When we got picked up on Artery in the summer of 2011, shortly after that he had us do the EP and then turned it into an album. Only a couple months ago, basically he took the album and shopped it to a ton of different labels. We played some showcases, got some offers. Basically, Eric, he owns Artery and that is connected to Razor & Tie because Artery has Artery Recordings and they are partnered with Razor & Tie. Like that’s why some bands are on Artery Recordings and Razor & Tie, like Chelsea Grin. That’s where Eric’s relationship is. But he shopped it, got offers, called us in for a meeting one day and said check it out. These labels want to sign you, this is what they’re offering. He’d go through each deal and explain things and he left it up for us to decide. We felt Razor & Tie was a better fit for us. We felt there was a lot of room for growth and whatever we did they would back us up and do what they could for us. It wasn’t a typical record deal. There’s a lot of bands that will go to Rise or Sumerian or wherever. It’s kind of typical. But Razor & Tie we felt was kind of stepping outside of the normal and they felt like a great label to partner with. They’ve had a history of awesome artists and bands and we’re definitely excited to be a part of that roster now.

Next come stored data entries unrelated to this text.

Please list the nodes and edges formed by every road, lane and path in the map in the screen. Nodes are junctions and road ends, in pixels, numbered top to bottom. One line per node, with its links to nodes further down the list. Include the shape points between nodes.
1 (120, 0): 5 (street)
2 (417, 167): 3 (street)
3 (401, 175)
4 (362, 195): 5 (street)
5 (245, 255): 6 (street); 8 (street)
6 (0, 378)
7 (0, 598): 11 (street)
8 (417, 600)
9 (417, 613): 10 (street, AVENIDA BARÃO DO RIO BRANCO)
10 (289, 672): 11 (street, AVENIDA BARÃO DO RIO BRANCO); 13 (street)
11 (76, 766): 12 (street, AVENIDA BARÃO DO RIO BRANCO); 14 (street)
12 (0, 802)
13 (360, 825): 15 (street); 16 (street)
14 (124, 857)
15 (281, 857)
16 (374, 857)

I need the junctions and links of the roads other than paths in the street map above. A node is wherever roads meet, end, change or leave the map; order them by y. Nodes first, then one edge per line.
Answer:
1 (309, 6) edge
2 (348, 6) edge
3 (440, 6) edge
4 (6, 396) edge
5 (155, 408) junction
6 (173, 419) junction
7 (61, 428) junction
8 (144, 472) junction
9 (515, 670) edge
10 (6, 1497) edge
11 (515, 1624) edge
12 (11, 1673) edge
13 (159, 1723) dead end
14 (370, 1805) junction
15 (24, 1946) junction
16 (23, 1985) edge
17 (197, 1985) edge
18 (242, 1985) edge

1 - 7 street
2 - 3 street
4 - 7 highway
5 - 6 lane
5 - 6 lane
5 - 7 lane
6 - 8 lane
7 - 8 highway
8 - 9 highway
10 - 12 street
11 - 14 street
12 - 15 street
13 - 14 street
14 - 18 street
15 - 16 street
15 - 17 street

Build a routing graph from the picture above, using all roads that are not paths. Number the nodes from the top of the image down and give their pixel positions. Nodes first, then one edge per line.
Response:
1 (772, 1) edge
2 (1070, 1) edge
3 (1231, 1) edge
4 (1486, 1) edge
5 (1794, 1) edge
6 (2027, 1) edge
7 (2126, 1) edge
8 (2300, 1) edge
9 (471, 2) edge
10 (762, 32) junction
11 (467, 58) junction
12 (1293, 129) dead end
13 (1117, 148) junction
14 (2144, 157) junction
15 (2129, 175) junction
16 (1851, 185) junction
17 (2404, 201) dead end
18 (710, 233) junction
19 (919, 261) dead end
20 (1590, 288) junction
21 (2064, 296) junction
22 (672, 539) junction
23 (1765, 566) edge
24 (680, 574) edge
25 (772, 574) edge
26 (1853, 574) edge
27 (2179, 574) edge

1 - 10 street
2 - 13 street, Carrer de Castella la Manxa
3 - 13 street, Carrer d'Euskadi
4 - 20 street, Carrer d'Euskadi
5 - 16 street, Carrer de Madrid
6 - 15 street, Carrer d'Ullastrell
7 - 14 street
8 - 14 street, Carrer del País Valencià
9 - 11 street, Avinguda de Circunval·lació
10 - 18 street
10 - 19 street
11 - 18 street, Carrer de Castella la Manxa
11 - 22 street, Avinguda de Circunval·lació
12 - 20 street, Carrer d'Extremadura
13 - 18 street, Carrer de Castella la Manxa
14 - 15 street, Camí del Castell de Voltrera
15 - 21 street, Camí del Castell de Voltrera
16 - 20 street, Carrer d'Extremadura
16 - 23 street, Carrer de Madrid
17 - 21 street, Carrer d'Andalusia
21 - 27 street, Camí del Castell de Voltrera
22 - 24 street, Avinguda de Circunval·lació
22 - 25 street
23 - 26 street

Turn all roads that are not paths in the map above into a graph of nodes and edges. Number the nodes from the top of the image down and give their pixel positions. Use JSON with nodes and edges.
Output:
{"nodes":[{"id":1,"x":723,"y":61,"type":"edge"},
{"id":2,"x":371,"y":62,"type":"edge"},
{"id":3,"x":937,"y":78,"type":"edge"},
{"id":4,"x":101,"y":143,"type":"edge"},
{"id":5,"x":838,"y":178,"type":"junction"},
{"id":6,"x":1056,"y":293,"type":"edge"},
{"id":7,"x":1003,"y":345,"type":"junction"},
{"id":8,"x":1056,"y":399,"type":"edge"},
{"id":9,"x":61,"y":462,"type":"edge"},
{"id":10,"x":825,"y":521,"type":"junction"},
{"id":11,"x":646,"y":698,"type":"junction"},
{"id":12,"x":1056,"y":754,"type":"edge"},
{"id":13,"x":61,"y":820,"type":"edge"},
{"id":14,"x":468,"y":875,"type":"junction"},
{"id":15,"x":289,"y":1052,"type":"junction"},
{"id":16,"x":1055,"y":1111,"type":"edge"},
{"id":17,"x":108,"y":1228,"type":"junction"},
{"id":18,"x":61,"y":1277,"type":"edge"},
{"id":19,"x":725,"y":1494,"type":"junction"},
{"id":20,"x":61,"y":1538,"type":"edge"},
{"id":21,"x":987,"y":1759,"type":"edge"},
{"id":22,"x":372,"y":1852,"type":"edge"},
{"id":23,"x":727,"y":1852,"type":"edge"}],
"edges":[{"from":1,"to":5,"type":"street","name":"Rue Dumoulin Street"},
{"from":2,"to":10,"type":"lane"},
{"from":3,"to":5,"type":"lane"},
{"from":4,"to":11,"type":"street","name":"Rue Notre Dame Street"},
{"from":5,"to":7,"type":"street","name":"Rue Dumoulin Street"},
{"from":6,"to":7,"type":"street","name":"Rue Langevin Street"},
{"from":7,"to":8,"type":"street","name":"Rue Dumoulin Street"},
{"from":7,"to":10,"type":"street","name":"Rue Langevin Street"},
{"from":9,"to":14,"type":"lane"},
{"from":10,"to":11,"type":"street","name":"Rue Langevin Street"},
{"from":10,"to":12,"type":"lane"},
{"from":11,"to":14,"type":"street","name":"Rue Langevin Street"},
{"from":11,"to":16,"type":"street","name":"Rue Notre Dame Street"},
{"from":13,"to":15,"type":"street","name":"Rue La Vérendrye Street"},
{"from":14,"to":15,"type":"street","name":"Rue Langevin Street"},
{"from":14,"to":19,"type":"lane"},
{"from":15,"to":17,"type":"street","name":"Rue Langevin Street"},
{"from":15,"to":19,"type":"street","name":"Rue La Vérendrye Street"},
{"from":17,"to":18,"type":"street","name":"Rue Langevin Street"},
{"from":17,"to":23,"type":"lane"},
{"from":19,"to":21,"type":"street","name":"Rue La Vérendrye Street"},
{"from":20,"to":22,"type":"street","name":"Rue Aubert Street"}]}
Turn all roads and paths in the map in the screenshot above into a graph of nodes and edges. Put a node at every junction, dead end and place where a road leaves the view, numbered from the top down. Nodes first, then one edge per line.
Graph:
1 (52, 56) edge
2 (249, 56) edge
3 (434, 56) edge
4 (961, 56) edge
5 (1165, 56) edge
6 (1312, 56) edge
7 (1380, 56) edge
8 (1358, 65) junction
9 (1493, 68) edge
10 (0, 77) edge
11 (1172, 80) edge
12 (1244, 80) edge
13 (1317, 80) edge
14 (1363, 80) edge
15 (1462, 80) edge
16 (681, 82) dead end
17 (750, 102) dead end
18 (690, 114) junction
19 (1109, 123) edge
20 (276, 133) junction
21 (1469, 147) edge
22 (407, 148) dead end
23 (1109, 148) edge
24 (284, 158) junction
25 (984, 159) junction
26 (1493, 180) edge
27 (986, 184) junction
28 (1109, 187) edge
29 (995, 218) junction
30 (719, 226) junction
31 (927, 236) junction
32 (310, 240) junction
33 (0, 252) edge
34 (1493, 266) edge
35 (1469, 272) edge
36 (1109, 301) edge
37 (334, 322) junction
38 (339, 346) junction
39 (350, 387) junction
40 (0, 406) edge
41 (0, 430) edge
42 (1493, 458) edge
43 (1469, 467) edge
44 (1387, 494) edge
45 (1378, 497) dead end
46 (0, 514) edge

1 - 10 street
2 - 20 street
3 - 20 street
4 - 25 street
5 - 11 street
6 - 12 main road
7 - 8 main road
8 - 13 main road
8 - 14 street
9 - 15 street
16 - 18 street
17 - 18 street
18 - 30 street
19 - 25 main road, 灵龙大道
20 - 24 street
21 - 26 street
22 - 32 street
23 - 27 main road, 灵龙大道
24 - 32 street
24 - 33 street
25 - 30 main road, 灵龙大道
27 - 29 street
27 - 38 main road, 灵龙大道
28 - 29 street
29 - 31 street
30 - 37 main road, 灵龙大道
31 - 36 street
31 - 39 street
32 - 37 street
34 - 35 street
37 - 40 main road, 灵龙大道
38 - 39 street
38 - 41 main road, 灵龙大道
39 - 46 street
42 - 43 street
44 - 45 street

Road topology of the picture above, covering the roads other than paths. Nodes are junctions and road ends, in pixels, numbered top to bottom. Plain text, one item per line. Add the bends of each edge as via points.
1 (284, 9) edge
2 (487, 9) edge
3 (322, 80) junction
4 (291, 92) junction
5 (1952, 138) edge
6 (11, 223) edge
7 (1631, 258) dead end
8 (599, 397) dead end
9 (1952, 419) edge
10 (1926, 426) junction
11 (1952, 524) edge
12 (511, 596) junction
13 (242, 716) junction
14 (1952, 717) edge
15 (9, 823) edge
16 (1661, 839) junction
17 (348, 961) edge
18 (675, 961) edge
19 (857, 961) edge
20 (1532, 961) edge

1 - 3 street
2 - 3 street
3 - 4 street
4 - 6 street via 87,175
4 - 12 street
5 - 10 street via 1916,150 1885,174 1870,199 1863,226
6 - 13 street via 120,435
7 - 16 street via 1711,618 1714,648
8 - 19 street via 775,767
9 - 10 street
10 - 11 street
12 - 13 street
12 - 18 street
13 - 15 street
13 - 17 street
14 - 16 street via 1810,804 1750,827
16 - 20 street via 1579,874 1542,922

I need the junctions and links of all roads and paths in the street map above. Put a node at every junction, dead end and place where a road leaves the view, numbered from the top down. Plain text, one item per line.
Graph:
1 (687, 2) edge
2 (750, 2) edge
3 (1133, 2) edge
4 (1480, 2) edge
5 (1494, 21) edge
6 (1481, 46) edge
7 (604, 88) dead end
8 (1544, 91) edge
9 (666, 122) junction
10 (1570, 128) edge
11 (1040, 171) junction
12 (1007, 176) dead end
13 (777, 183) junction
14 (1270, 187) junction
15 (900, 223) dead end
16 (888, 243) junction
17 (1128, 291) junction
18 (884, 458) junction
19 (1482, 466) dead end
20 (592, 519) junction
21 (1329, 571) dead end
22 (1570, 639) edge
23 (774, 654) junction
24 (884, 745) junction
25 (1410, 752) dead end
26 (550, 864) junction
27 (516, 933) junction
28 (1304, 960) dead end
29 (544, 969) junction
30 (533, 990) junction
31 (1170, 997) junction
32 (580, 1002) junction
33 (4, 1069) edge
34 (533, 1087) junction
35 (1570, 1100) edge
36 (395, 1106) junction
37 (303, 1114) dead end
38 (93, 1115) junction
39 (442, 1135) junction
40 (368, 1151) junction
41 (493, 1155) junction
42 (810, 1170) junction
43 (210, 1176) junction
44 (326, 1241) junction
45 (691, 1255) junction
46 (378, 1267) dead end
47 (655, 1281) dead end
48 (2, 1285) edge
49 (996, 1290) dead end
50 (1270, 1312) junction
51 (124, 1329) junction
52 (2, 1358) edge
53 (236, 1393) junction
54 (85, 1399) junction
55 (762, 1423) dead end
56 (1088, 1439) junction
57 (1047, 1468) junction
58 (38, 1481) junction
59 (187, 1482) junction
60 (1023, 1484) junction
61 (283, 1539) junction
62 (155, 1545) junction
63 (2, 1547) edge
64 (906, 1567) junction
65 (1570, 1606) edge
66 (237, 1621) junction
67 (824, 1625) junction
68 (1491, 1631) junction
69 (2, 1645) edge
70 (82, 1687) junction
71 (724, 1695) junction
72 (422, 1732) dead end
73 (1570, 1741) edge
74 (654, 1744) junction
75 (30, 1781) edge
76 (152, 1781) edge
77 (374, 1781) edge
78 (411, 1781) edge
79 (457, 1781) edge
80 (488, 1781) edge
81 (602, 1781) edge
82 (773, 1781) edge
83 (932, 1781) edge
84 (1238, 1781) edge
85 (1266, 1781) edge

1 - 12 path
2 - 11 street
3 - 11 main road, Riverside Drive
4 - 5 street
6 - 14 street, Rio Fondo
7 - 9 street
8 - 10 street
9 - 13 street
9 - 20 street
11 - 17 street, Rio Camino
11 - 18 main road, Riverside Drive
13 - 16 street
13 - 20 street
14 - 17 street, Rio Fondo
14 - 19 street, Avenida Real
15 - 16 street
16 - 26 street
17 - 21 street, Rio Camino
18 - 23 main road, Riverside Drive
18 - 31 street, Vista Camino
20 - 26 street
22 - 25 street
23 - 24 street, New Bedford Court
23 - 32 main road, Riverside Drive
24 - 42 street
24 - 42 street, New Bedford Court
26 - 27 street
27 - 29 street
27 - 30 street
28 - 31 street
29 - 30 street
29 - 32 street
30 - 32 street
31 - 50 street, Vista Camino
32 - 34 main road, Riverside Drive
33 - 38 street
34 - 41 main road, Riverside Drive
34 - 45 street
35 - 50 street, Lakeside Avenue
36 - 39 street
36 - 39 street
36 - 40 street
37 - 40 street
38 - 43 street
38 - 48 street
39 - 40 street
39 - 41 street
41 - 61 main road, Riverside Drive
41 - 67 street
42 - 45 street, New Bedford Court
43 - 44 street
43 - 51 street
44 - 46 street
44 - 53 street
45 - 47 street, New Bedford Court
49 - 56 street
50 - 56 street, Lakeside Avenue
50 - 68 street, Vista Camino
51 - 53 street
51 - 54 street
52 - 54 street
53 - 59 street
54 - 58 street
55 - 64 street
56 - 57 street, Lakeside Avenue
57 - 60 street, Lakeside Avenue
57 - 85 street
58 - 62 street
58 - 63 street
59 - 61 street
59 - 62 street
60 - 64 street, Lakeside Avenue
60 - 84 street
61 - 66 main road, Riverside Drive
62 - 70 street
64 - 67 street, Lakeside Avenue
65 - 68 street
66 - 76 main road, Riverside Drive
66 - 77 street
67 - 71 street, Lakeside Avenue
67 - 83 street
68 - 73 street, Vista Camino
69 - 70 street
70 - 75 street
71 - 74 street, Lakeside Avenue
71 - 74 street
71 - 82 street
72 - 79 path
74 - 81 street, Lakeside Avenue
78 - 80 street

Is it a bit daunting to be signing such a contract for your first full-length?
Definitely. We were all really just sketch about everything. Like, once we sign a contract they’re going to own us for a part of our lives. We can’t back out of that. We have to hit this head on, whatever comes our way. So of course, it’s a little bit daunting at first. You’re signing something that will change your life in a significant way for a long time, and for a second you can be pretty anxious about that. We were a little, I wouldn’t say hesitant, but yeah it was pretty daunting. Like, oh man, this is the real deal. Once we sign this, it is all going to happen.
Awhile back you guys started an Indie-gogo campaign to help pay for touring expenses on the road and what not. As far as those campaigns are concerned, it seems like a sure-fire campaign that would fire up the detesters of such sites. What do you say to those who find it a bit strange to ask for money to tour when the first thing people who are against those things would say is you’re only going to make money if you tour?
Well, I would say to them, you think it’s weird and I think it’s weird too. Obviously, we don’t like asking people for money. That’s the last thing we want to do. Gas is really expensive these days, even though you’re in a signed band it doesn’t mean you’re making a ton of money every night. We’re literally gonna get a hundred bucks a night from the venue and that won’t even cover a full tank of gas, which is weird because our tank is really big. We all individually don’t have that much money, if we have to keep fronting our personal money for the gas we’ll never get to eat. So we won’t have any money. Basically, we think it’s weird too. We hate asking for money. But for those that support our ministry and what we do in our band, we love everyone whether they donate or not. So for those that say that, I say, it’s weird but it’s necessary. I’ve grown to learn that it’s necessary at this point. We’re the opener on this tour, so we’re not making much money on this tour at all.